Polarization motivating high-performance weak targets' imaging based on a dual-discriminator GAN

Opt Express. 2024 Jan 29;32(3):3835-3851. doi: 10.1364/OE.504918.

Abstract

High-level detection of weak targets under bright light has always been an important yet challenging task. In this paper, a method of effectively fusing intensity and polarization information has been proposed to tackle this issue. Specifically, an attention-guided dual-discriminator generative adversarial network (GAN) has been designed for image fusion of these two sources, in which the fusion results can maintain rich background information in intensity images while significantly completing target information from polarization images.
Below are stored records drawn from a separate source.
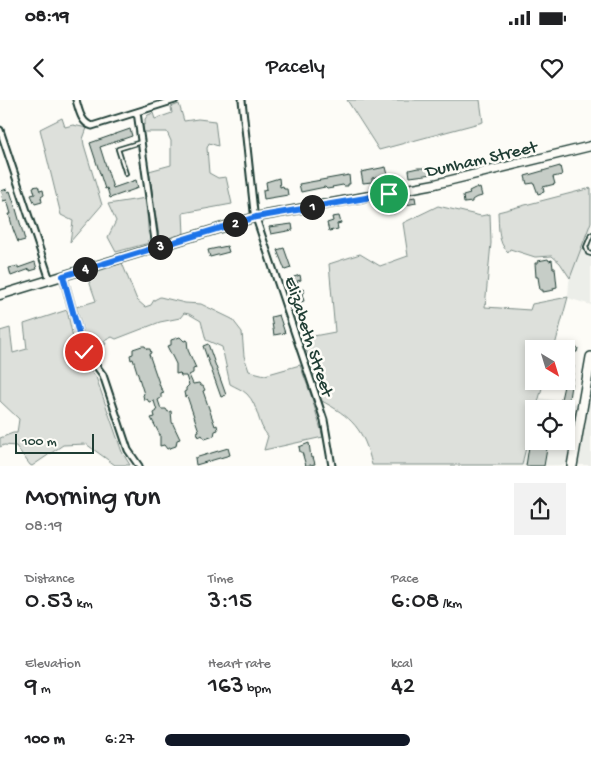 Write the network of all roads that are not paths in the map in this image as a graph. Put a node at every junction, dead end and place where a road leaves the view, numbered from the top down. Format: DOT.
graph roads {
  1 [pos="76,100"];
  2 [pos="175,100"];
  3 [pos="242,100"];
  4 [pos="137,112"];
  5 [pos="0,130"];
  6 [pos="141,142"];
  7 [pos="591,146"];
  8 [pos="126,174"];
  9 [pos="256,217"];
  10 [pos="591,235"];
  11 [pos="156,248"];
  12 [pos="591,254"];
  13 [pos="63,276"];
  14 [pos="50,280"];
  15 [pos="0,295"];
  16 [pos="590,363"];
  17 [pos="139,466"];
  18 [pos="332,466"];
  19 [pos="572,466"];
  1 -- 4 [label="street"];
  2 -- 4 [label="street"];
  3 -- 9 [label="street, Elizabeth Street"];
  4 -- 6 [label="street"];
  5 -- 14 [label="street"];
  6 -- 8 [label="lane"];
  6 -- 11 [label="street"];
  7 -- 9 [label="street, Dunham Street"];
  9 -- 11 [label="street, Dunham Street"];
  9 -- 18 [label="street, Elizabeth Street"];
  10 -- 12 [label="lane"];
  11 -- 13 [label="street, Dunham Street"];
  13 -- 14 [label="street, Dunham Street"];
  13 -- 17 [label="street"];
  14 -- 15 [label="street, Dunham Street"];
  16 -- 19 [label="main road"];
} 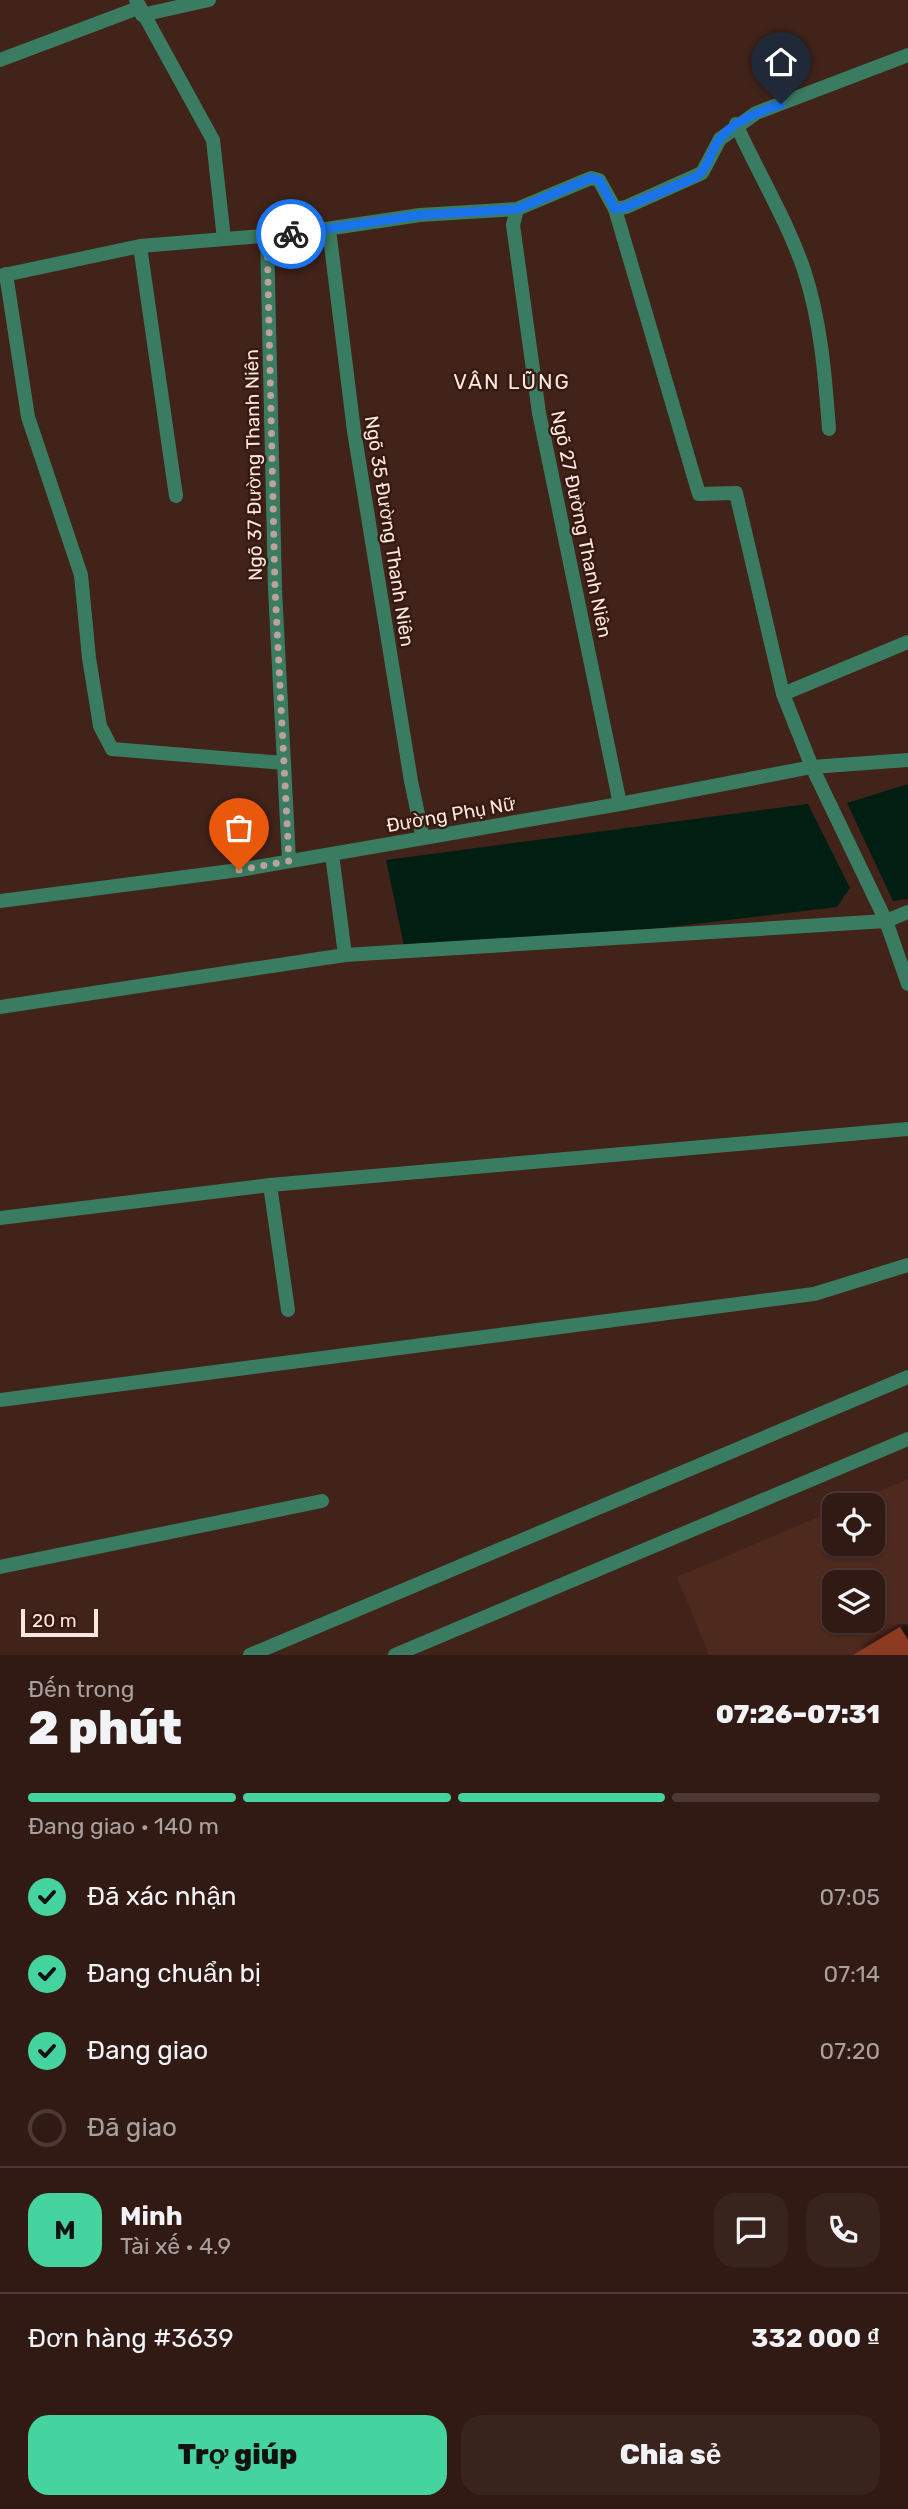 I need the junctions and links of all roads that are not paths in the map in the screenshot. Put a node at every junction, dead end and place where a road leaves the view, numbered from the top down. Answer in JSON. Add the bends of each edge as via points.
{"nodes":[{"id":1,"x":209,"y":0,"type":"edge"},
{"id":2,"x":139,"y":8,"type":"edge"},
{"id":3,"x":908,"y":55,"type":"edge"},
{"id":4,"x":0,"y":60,"type":"edge"},
{"id":5,"x":736,"y":124,"type":"junction"},
{"id":6,"x":517,"y":209,"type":"junction"},
{"id":7,"x":615,"y":209,"type":"junction"},
{"id":8,"x":329,"y":229,"type":"junction"},
{"id":9,"x":267,"y":236,"type":"junction"},
{"id":10,"x":224,"y":239,"type":"junction"},
{"id":11,"x":141,"y":246,"type":"junction"},
{"id":12,"x":3,"y":275,"type":"edge"},
{"id":13,"x":829,"y":429,"type":"dead end"},
{"id":14,"x":176,"y":496,"type":"dead end"},
{"id":15,"x":908,"y":642,"type":"edge"},
{"id":16,"x":783,"y":694,"type":"junction"},
{"id":17,"x":908,"y":760,"type":"edge"},
{"id":18,"x":284,"y":763,"type":"junction"},
{"id":19,"x":812,"y":767,"type":"junction"},
{"id":20,"x":620,"y":804,"type":"junction"},
{"id":21,"x":423,"y":838,"type":"junction"},
{"id":22,"x":332,"y":854,"type":"junction"},
{"id":23,"x":289,"y":861,"type":"junction"},
{"id":24,"x":0,"y":901,"type":"edge"},
{"id":25,"x":908,"y":912,"type":"edge"},
{"id":26,"x":886,"y":921,"type":"junction"},
{"id":27,"x":345,"y":955,"type":"junction"},
{"id":28,"x":908,"y":984,"type":"edge"},
{"id":29,"x":0,"y":1007,"type":"edge"},
{"id":30,"x":908,"y":1129,"type":"edge"},
{"id":31,"x":270,"y":1185,"type":"junction"},
{"id":32,"x":0,"y":1218,"type":"edge"},
{"id":33,"x":908,"y":1265,"type":"edge"},
{"id":34,"x":288,"y":1310,"type":"dead end"},
{"id":35,"x":908,"y":1377,"type":"edge"},
{"id":36,"x":0,"y":1400,"type":"edge"},
{"id":37,"x":908,"y":1439,"type":"edge"},
{"id":38,"x":322,"y":1501,"type":"dead end"},
{"id":39,"x":0,"y":1567,"type":"edge"},
{"id":40,"x":250,"y":1655,"type":"edge"},
{"id":41,"x":395,"y":1655,"type":"edge"}],
"edges":[{"from":1,"to":2,"type":"street"},
{"from":2,"to":4,"type":"street"},
{"from":2,"to":10,"type":"street","via":[[213,140]]},
{"from":3,"to":5,"type":"street"},
{"from":5,"to":7,"type":"street","via":[[720,139],[702,173]]},
{"from":5,"to":13,"type":"street","via":[[804,271],[824,360]]},
{"from":6,"to":7,"type":"street","via":[[591,178],[599,180]]},
{"from":6,"to":8,"type":"street","via":[[420,215]]},
{"from":6,"to":20,"type":"street","name":"Ngõ 27 Đường Thanh Niên","via":[[513,225],[539,413]]},
{"from":7,"to":16,"type":"street","via":[[699,494],[736,493]]},
{"from":8,"to":9,"type":"street"},
{"from":8,"to":21,"type":"street","name":"Ngõ 35 Đường Thanh Niên","via":[[354,432]]},
{"from":9,"to":10,"type":"street"},
{"from":9,"to":18,"type":"street","name":"Ngõ 37 Đường Thanh Niên"},
{"from":10,"to":11,"type":"street"},
{"from":11,"to":12,"type":"street"},
{"from":11,"to":14,"type":"street"},
{"from":12,"to":18,"type":"street","via":[[28,417],[81,575],[100,726],[112,748]]},
{"from":15,"to":16,"type":"street"},
{"from":16,"to":19,"type":"street"},
{"from":17,"to":19,"type":"street","name":"Đường Phụ Nữ"},
{"from":18,"to":23,"type":"street","name":"Ngõ 37 Đường Thanh Niên"},
{"from":19,"to":20,"type":"street","name":"Đường Phụ Nữ"},
{"from":19,"to":26,"type":"street"},
{"from":20,"to":21,"type":"street","name":"Đường Phụ Nữ"},
{"from":21,"to":22,"type":"street","name":"Đường Phụ Nữ"},
{"from":22,"to":23,"type":"street","name":"Đường Phụ Nữ"},
{"from":22,"to":27,"type":"street"},
{"from":23,"to":24,"type":"street","name":"Đường Phụ Nữ"},
{"from":25,"to":26,"type":"street"},
{"from":26,"to":27,"type":"street"},
{"from":26,"to":28,"type":"street"},
{"from":27,"to":29,"type":"street"},
{"from":30,"to":31,"type":"street"},
{"from":31,"to":32,"type":"street"},
{"from":31,"to":34,"type":"street"},
{"from":33,"to":36,"type":"street","via":[[814,1294]]},
{"from":35,"to":40,"type":"street"},
{"from":37,"to":41,"type":"street"},
{"from":38,"to":39,"type":"street"}]}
The framework consists of a generator and two discriminators, which retain the texture and salient information as much as possible from the source images. Furthermore, attention mechanism is introduced to focus on contextual semantic information and enhance long-term dependency. For preserving salient information, a suitable loss function has been introduced to constrain the pixel-level distribution between the result and the original image. Moreover, the real scene dataset of weak targets under bright light has been built and the effects of fusion between polarization and intensity information on different weak targets have been investigated and discussed. The results demonstrate that the proposed method outperforms other methods both in subjective evaluations and objective indexes, which prove the effectiveness of achieving accurate detection of weak targets in bright light background.